Sonhos, cinema e psicanálise (1)

Há íntimas e talvez infinitas relações entre os sonhos (a experiência psíquica de sonhar) e o cinema – este último, não por acaso, conhecido desde seu início como “fábrica de sonhos”.

Podemos começar abordando a ideia de “ilusão”, comum ao sonho e ao cinema. O cinema é visto como uma arte da ilusão, o que começa na própria forma como se produz o efeito de movimento na tela de projeção: vários quadros ou frames por segundo que nossos cérebros interpretam como movimento.

Freud certa vez comentou que falar em “ilusão” não equivale a falar de um “erro”. Ele entendia o campo do ilusório como derivado dos desejos humanos, tal como as fantasias, os delírios e… os sonhos.

Ambos, sonhos e cinema, evocam a “ilusão” também no sentido de que suas imagens e sons aparentam “realidade” – suas cenas mobilizam, emocionam, produzem identificações e repulsas, expressam e produzem desejos. Todavia, o efeito se desvanece quando as luzes se acendem e termina a projeção do filme, bem como quando acordamos de um sonho.

Fazendo uma analogia com o cinema, sonhos são uma produção de imagens e sons projetados na “tela” psíquica, gerando efeito de realidade. Isso acontece de forma alucinatória, isto é, para o sonhador, essas cenas são confundidas com percepções, tal como nas alucinações – o que equivale a dizer que, mesmo quem não é psicótico experimenta, todas as noites, algo do campo da psicose, da dita “loucura”.

Tanto nos sonhos como no cinema, apresentam-se pensamentos, ideias, de forma figurativa. Ou seja, em ambos os casos, há palavras que são transformadas em imagens. Aliás, para Jean-François Lyotard, haveria mesmo uma confluência entre a linguagem do sonho e a da arte em geral. E mais: em ambos os casos, essas imagens são cenas que representam fantasias.

Entre as sete formas de arte, o cinema é o mais semelhante ao sonho em sua fenomenologia. E é do sonho que se nutre como inspiração, em grande medida, desde seus primórdios. O cinema nasce no mesmo período em que Freud criava sua psicanálise. Naquela época, Georges Méliès, um ilusionista (voltamos aqui ao tema da ilusão), foi o primeiro a ver o cinema não só como possibilidade de registro documental: seus vários filmes de curta metragem enfatizaram, desde o princípio, o fantástico, o estranho e o onírico, como em “O solar do diabo” (1896), “O sonho do astrônomo” (1898), e no famoso “Viagem à lua” (1902).

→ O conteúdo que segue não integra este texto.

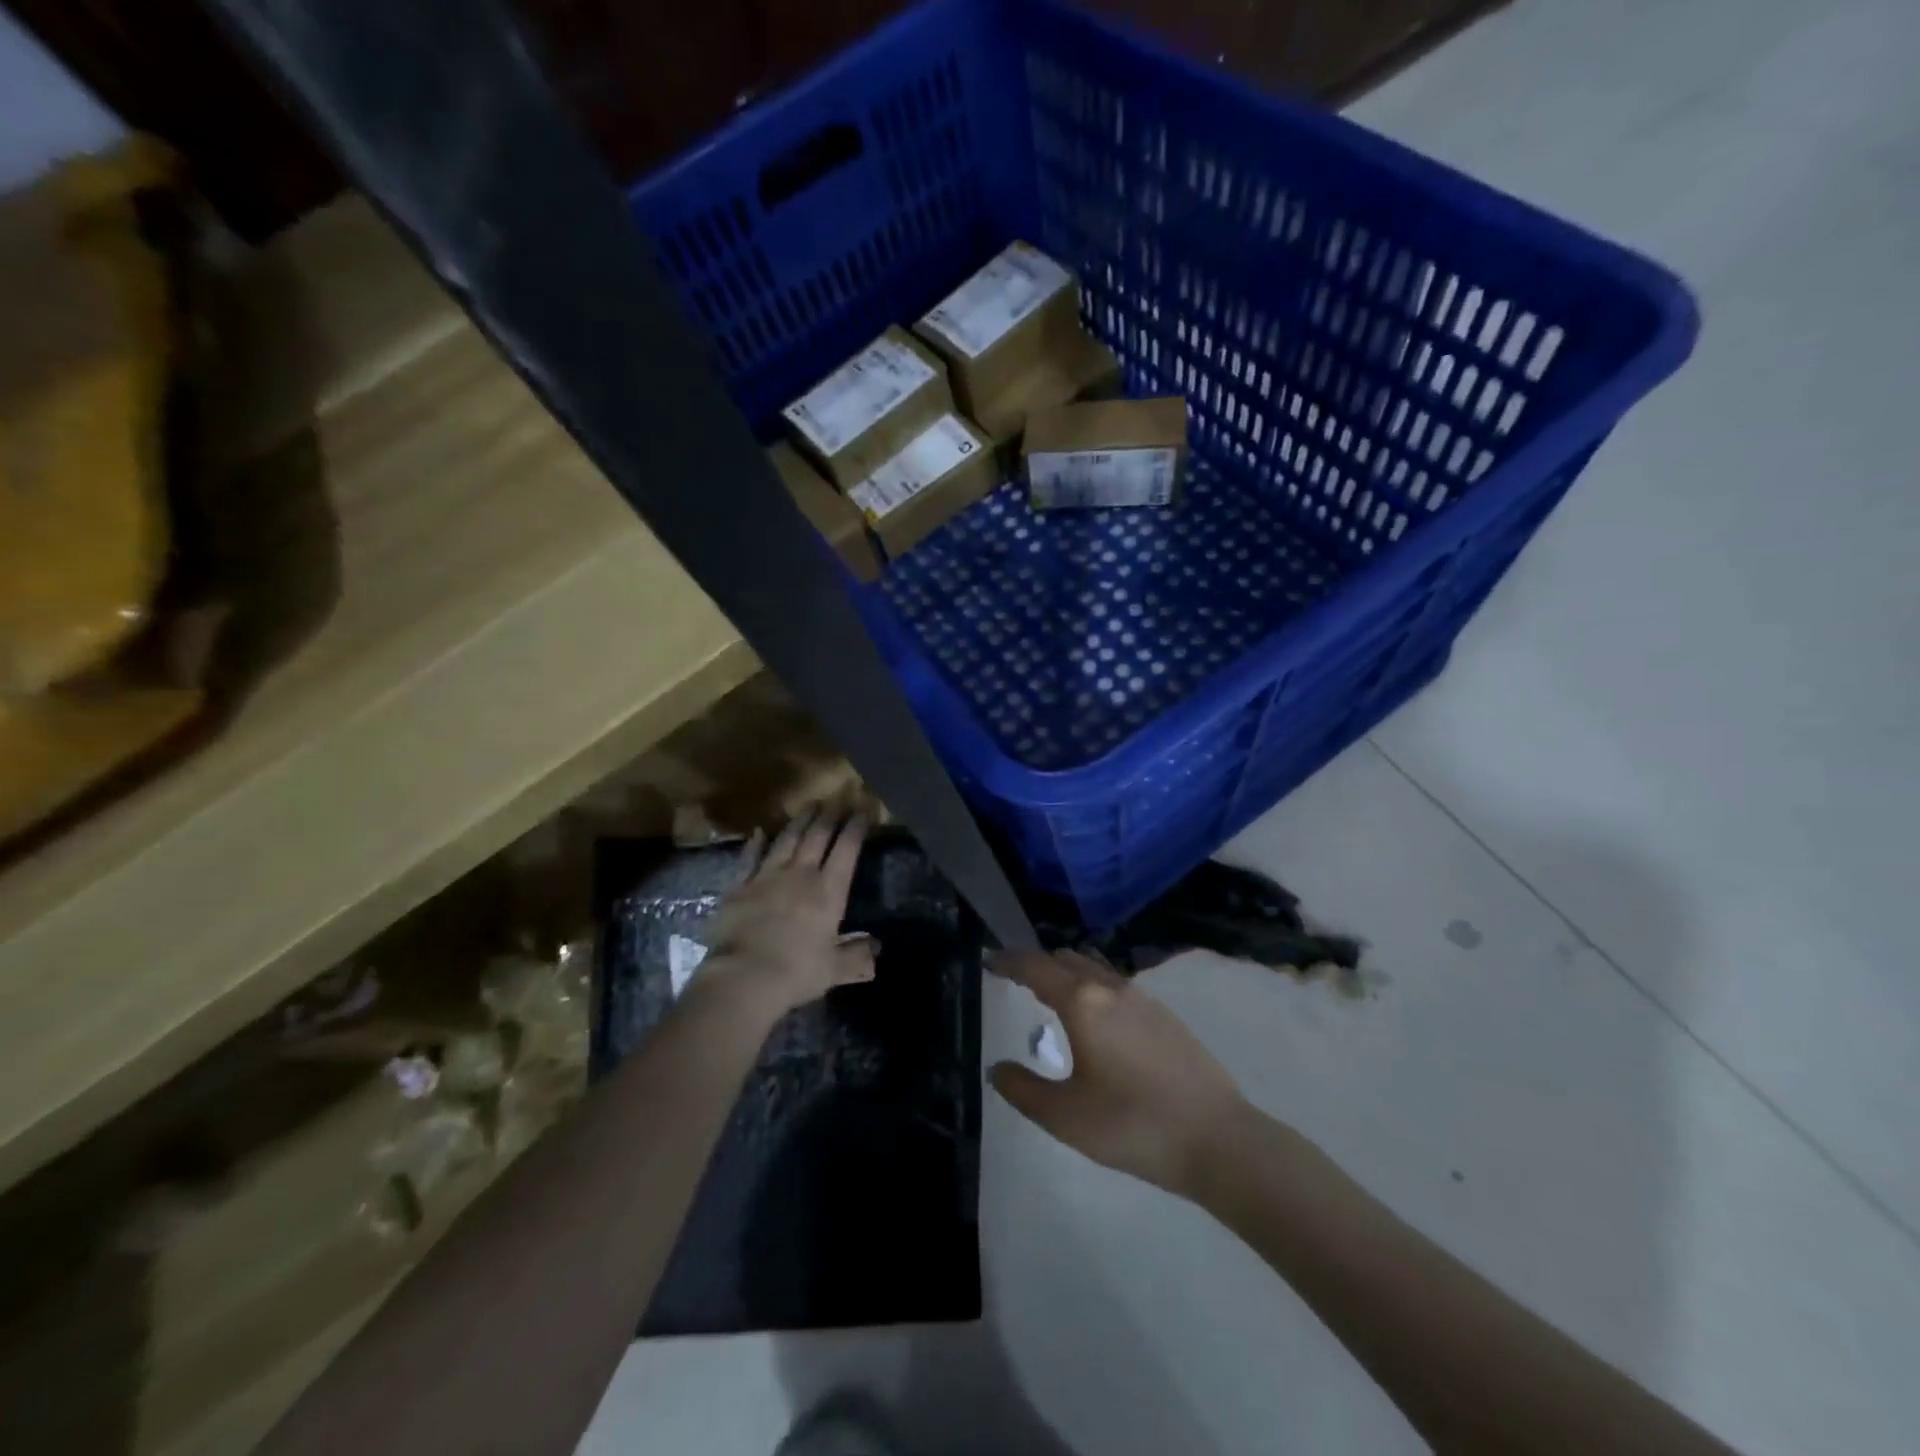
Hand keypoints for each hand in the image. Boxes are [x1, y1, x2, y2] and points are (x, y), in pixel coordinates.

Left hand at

Historicamente, essa relação entre o cinema e o mundo onírico irá, cada vez mais, se aprofundar, com a apropriação da técnica cinematográfica por movimentos artísticos, como o expressionismo alemão – que enfatizava os estados psíquicos ao invés de tentar replicar a realidade (a exemplo de “O gabinete do Dr. Caligari” [1920] e “Nosferatu” [1922]) – e o surrealismo – cujas obras são propositalmente expressas como sonhos, tal como no magistral “Um cão andaluz” (1929), de Luis Buñuel e Salvador Dali.

O cinema, portanto, já nasce ligado ao fantástico e ao mundo dos sonhos, e provém daí grande parte do fascínio que exerce em nós. Assistir a um filme é, em certa medida, como “sonhar acordado”, devanear, fantasiar – algo que, conforme mostra a psicanálise, fazemos, na verdade, o tempo todo. Isso equivale a dizer que estamos sempre sonhando, mesmo quando em vigília.

Segundo Freud e Lacan, a fantasia não é outra coisa senão nossa realidade – e o cinema, por sua vez, expõe de forma escandalosa essa relação.